Study begins for south Kanata road plans

Ottawa East News

After a plan to extend Hope Side Road to Highway 416 was rejected by the National Capital Commission, the city will look at other options to reduce traffic congestion in south Kanata.

An environmental assessment for a transportation plan in south Kanata is already underway as a consultant has been hired.  

The study will consider widening Richmond Road, Fallowfield Road and other major routes out of the area.

Kanata South Coun. Allan Hubley said the study is looking at how many vehicles travel to and from Kanata, what time of day the cars are on the road, and what routes they travel.

“We’ll study that and (the EA has) got a deadline to it of December 2013. They not only have to complete the studies but come back with a functional design,” said the councillor, adding the major routes out of south Kanata include Eagleson Road, Terry Fox Drive and Richmond Road.

With the Hope Side Road extension tabled due to environmental impact, Hubley said he believes the Richmond Road corridor would be the most logical choice for an upgrade.

“I anticipate what will come out of this will be the need to make improvements to the Richmond Road corridor,” he said.

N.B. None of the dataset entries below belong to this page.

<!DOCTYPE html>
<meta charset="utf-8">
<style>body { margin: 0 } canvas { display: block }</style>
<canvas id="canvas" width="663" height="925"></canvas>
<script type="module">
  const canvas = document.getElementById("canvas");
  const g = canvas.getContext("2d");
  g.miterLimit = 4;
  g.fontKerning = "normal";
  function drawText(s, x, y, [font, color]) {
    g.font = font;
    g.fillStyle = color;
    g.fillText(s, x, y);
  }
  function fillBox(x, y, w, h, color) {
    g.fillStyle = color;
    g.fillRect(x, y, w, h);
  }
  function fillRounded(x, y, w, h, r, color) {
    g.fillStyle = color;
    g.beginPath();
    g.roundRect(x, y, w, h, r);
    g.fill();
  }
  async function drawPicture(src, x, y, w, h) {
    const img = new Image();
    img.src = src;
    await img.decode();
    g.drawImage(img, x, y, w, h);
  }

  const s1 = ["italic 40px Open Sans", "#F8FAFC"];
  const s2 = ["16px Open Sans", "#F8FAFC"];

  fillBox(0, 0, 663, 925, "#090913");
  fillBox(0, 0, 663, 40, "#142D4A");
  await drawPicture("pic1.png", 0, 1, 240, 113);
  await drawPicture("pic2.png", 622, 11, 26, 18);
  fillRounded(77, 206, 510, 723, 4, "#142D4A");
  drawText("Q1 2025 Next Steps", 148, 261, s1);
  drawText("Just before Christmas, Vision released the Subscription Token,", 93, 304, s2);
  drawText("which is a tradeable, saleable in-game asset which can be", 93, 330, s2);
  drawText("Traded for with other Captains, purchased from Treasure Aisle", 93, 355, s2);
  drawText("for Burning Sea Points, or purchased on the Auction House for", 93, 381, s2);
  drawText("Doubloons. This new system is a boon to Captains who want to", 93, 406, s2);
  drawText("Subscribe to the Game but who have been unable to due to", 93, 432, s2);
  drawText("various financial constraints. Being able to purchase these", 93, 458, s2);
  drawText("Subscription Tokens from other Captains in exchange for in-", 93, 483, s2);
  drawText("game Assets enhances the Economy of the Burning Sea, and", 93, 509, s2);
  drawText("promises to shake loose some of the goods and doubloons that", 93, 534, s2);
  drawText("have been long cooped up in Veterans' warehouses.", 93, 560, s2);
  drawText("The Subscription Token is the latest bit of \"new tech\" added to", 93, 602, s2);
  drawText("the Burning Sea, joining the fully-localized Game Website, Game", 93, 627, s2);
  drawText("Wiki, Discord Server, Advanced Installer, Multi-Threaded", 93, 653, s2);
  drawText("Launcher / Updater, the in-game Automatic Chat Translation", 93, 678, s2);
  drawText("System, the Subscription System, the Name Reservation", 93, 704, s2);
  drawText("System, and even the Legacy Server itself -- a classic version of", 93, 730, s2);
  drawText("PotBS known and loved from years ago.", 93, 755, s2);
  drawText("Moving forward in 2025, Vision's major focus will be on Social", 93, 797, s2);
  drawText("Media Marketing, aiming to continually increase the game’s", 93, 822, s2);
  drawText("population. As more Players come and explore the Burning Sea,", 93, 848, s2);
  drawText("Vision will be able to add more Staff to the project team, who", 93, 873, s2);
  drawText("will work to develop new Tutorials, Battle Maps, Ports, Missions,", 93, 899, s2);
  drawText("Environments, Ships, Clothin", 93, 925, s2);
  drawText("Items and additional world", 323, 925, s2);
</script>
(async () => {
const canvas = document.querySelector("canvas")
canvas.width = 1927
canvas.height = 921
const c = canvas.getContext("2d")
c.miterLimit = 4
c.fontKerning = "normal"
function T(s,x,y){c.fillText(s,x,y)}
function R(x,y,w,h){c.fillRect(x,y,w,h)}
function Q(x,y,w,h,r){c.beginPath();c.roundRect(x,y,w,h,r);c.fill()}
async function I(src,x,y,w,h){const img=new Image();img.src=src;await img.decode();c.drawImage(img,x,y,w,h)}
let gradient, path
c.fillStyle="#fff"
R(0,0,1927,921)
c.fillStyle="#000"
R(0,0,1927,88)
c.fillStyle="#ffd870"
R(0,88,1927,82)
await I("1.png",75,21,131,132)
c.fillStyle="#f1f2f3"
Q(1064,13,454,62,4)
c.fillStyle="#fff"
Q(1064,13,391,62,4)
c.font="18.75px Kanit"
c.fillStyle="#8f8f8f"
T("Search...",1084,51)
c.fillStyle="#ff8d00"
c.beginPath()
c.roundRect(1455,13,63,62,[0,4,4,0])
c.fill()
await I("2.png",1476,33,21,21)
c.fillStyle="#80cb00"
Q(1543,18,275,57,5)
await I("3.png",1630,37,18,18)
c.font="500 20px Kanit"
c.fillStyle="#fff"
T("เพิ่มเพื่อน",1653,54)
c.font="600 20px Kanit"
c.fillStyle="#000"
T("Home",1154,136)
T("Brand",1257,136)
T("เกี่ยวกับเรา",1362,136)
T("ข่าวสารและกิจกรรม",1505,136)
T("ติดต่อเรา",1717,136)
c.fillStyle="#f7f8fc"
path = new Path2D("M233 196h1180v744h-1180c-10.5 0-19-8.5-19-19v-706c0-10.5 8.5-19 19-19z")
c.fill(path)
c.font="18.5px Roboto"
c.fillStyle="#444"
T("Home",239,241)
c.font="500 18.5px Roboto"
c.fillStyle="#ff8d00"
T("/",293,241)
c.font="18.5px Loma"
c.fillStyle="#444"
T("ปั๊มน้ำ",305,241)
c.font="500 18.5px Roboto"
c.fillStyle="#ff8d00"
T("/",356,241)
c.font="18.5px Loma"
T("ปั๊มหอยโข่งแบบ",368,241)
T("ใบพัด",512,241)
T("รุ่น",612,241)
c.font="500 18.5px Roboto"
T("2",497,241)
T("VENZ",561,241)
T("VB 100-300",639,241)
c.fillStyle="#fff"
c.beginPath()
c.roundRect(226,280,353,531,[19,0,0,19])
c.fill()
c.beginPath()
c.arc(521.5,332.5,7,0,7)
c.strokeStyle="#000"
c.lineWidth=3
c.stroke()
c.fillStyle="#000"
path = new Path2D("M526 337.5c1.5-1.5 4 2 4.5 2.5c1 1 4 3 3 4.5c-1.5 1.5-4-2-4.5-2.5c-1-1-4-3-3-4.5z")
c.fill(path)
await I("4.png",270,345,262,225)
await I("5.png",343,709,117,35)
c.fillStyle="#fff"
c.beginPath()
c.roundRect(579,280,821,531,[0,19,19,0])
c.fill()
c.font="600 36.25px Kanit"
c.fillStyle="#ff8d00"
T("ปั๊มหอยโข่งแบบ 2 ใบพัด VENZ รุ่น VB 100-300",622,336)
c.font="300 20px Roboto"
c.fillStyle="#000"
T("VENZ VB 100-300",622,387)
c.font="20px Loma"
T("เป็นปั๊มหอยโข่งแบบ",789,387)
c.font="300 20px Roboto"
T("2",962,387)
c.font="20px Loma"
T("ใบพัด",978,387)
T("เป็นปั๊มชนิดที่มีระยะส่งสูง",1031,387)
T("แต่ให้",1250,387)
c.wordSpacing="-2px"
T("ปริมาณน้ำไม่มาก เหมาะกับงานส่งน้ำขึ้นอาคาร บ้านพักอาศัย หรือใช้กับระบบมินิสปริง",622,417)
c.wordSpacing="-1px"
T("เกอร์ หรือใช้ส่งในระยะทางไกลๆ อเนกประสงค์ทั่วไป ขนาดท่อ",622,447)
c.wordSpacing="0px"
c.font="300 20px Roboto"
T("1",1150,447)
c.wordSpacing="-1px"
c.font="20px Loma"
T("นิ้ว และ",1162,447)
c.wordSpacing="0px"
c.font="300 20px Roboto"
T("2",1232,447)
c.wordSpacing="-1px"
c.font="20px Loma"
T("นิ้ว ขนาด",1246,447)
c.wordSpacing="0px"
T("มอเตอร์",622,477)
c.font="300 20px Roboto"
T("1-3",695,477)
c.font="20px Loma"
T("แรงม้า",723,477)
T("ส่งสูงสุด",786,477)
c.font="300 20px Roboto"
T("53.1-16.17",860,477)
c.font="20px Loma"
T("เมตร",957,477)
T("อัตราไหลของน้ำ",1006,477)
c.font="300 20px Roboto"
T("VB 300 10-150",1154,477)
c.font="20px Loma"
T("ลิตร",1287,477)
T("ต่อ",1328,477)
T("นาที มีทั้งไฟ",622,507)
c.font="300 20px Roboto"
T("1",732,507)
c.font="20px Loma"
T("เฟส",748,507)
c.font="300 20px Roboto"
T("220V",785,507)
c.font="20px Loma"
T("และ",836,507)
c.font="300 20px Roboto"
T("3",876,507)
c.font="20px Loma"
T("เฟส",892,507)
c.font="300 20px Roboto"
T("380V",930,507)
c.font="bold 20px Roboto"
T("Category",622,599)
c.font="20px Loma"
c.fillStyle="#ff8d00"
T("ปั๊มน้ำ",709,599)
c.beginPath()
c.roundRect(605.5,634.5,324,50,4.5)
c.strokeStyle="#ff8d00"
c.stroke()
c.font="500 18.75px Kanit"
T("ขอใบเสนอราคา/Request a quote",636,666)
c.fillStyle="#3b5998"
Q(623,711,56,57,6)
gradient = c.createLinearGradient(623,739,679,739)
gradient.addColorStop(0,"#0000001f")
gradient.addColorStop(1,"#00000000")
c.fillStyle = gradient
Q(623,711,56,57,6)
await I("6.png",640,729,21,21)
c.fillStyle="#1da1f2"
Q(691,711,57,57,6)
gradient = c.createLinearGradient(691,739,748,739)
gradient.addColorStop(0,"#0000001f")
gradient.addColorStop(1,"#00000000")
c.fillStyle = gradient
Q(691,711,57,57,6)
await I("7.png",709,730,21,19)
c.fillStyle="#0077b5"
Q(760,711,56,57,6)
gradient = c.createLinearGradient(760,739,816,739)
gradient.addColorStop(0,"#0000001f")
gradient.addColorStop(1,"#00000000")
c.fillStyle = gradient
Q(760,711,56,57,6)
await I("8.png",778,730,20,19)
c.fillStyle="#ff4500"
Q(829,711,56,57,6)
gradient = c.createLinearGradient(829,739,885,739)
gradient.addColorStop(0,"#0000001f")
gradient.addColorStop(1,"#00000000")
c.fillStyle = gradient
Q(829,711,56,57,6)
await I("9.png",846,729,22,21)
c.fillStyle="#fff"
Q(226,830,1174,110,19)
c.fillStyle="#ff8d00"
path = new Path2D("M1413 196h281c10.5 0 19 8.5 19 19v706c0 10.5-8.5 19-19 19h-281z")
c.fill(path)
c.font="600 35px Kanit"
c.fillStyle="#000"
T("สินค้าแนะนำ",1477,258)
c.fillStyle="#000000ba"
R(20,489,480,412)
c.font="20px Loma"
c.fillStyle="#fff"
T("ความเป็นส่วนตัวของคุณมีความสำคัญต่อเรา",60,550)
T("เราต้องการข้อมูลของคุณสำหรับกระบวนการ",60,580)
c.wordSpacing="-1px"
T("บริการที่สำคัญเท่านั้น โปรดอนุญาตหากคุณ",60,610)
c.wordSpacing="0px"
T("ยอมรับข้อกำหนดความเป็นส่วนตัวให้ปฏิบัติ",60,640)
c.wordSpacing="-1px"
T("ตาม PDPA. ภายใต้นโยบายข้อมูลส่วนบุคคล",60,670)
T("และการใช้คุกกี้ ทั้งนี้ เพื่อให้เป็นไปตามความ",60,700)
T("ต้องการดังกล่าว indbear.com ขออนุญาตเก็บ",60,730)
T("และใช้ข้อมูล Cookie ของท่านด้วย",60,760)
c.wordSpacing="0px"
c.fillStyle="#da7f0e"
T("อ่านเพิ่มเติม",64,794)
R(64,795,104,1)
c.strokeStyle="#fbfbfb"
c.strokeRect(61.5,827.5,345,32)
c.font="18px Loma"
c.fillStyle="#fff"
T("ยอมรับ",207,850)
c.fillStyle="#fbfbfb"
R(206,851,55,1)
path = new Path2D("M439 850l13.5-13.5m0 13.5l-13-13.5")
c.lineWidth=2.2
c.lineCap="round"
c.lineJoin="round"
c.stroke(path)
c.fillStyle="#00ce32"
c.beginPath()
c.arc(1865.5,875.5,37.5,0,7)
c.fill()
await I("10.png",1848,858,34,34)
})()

A joint study by the city and the NCC determined the Hope Side Road extension was one of several projects that would have a detrimental impact on the ecology of the Greenbelt.

“Hope Side Road can come off the books now. I’ve already spoken at committee; I think we should delete that from the plans,” said Hubley. “If we extended the Hope Side Road piece through, there would be a significant impact on the greenspace there.”


The city has partnered with the NCC to complete the assessment, and Enbridge has agreed to delay putting in a new pipeline along West Hunt Club and Richmond roads, which was to begin in 2013, so the study can be completed, said Hubley.

As well, the EA will use studies already completed by Enbridge to help speed up the process. Enbridge has studies on endangered species in the area as well as how much rock and clay is in the ground, said Hubley.

“For that Richmond corridor, we can use a lot of what was done in the Enbridge study,” said the councillor.

The EA will also look at whether three lanes could work – two lanes moving east during morning rush hour that would switch to two lanes moving west in the afternoon – or if four full lanes are needed for whichever road is chosen for expansion.

The 2013 budget allocated $400,000 to complete the studies and design work, and $15-million is on the books for 2015 to complete whatever the EA recommends, said Hubley.

The councillor said he will be hosting open houses in the new year so the public can contribute to the process.

With 15,000 news homes slated for a new Fernbank development, the councillor said it’s important to have the road infrastructure in place.

“We need to have the infrastructure in place before all those people move into those houses,” he said.